DATA PROVIDED:
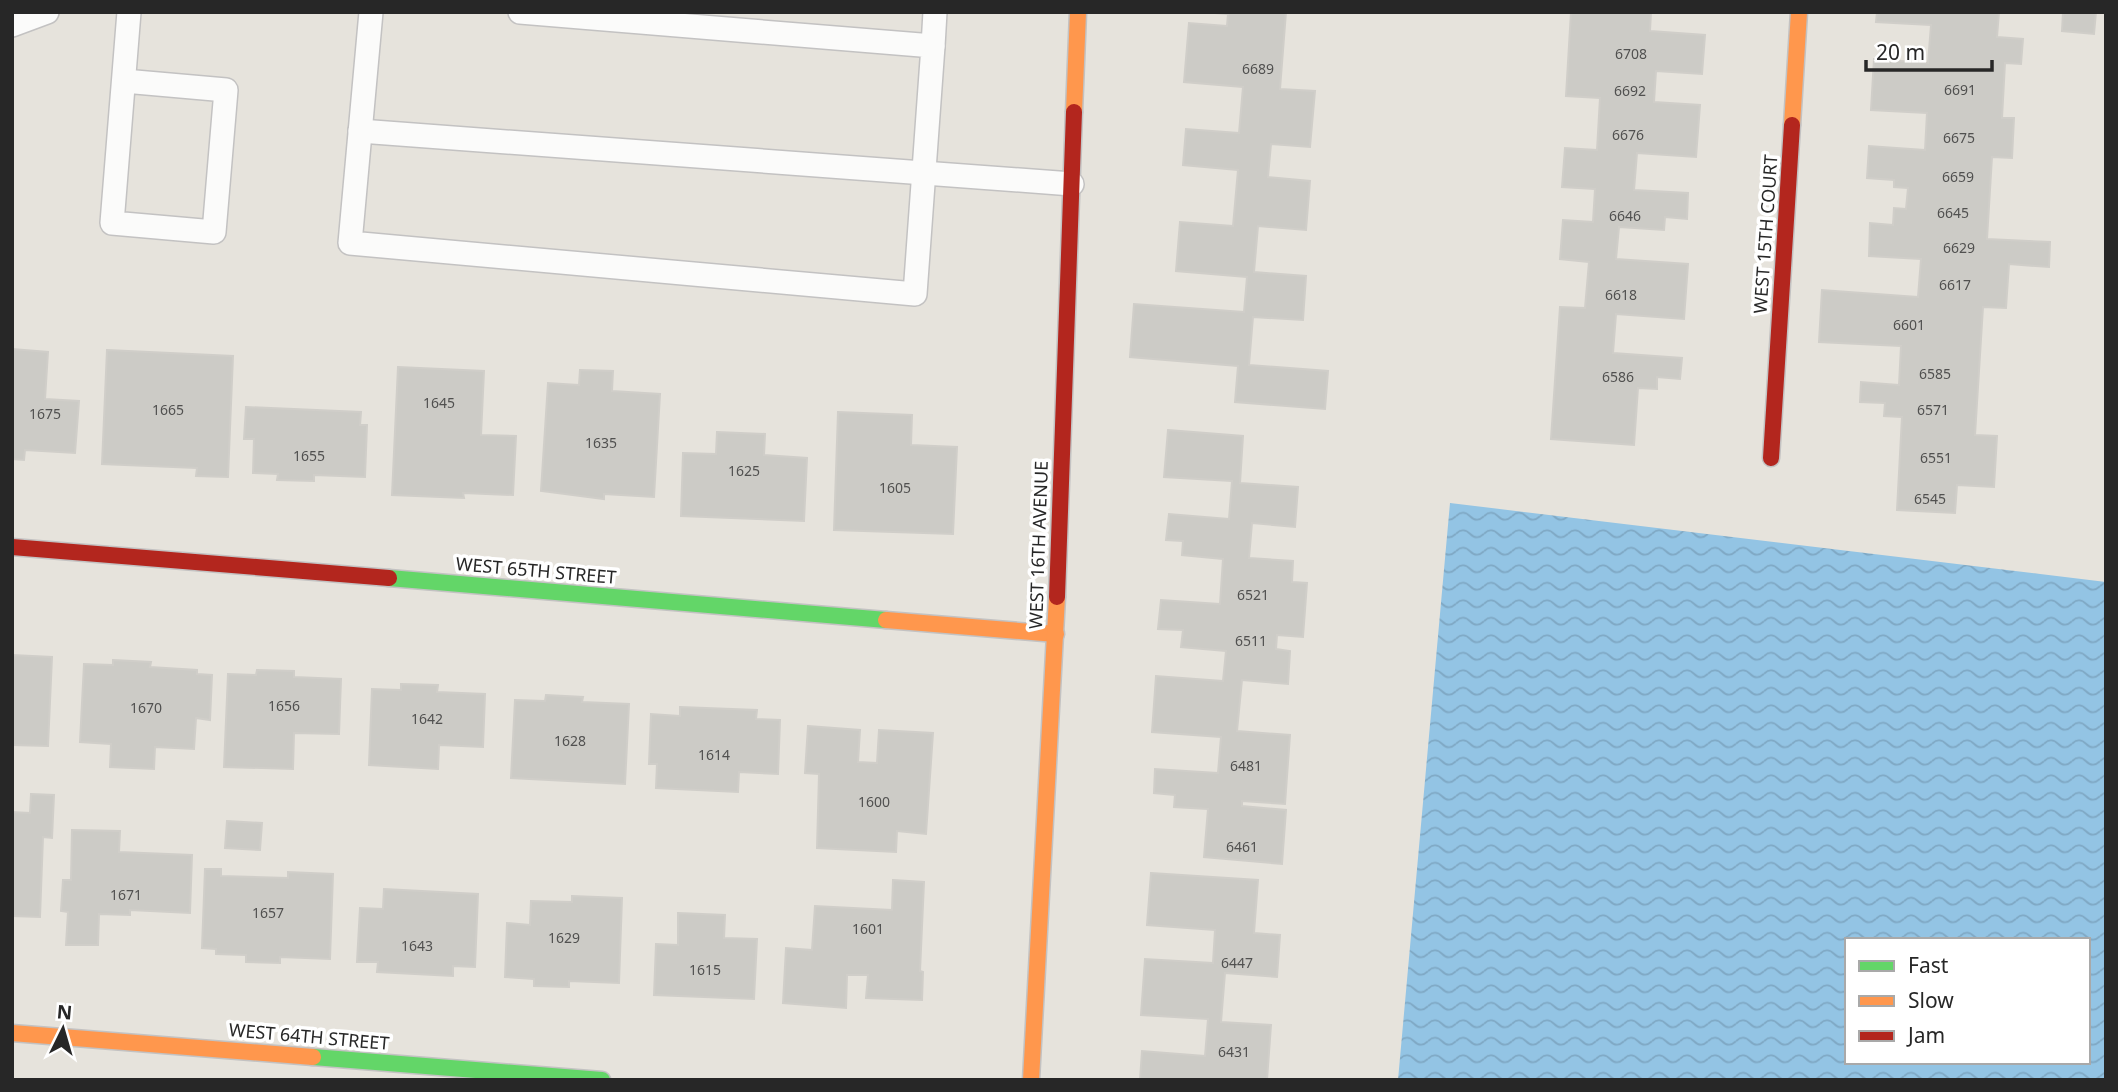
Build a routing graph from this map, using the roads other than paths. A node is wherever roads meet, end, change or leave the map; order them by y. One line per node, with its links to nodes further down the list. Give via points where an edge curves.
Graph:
1 (47, 12): 8 (lane)
2 (129, 12): 10 (lane)
3 (371, 12): 11 (lane)
4 (520, 12): 9 (lane)
5 (935, 12): 9 (lane)
6 (1078, 12): 13 (street, WEST 16TH AVENUE)
7 (1799, 12): 14 (street, WEST 15TH COURT)
8 (12, 25)
9 (933, 46): 12 (lane)
10 (124, 81): 10 (lane, via 226,90 214,232 112,223)
11 (360, 131): 12 (lane); 12 (lane, via 350,243 915,294)
12 (923, 175): 13 (lane)
13 (1072, 184): 16 (street, WEST 16TH AVENUE)
14 (1771, 458)
15 (12, 547): 16 (street, WEST 65TH STREET)
16 (1055, 634): 19 (street, WEST 16TH AVENUE)
17 (12, 1033): 18 (street, WEST 64TH STREET)
18 (603, 1080)
19 (1031, 1080)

WORK REQUIRED: Give the data back exactly, omitting all pictures.

WRITTEN SOLUTION:
Build a routing graph from this map, using the roads other than paths. A node is wherever roads meet, end, change or leave the map; order them by y. One line per node, with its links to nodes further down the list. Give via points where an edge curves.
Graph:
1 (47, 12): 8 (lane)
2 (129, 12): 10 (lane)
3 (371, 12): 11 (lane)
4 (520, 12): 9 (lane)
5 (935, 12): 9 (lane)
6 (1078, 12): 13 (street, WEST 16TH AVENUE)
7 (1799, 12): 14 (street, WEST 15TH COURT)
8 (12, 25)
9 (933, 46): 12 (lane)
10 (124, 81): 10 (lane, via 226,90 214,232 112,223)
11 (360, 131): 12 (lane); 12 (lane, via 350,243 915,294)
12 (923, 175): 13 (lane)
13 (1072, 184): 16 (street, WEST 16TH AVENUE)
14 (1771, 458)
15 (12, 547): 16 (street, WEST 65TH STREET)
16 (1055, 634): 19 (street, WEST 16TH AVENUE)
17 (12, 1033): 18 (street, WEST 64TH STREET)
18 (603, 1080)
19 (1031, 1080)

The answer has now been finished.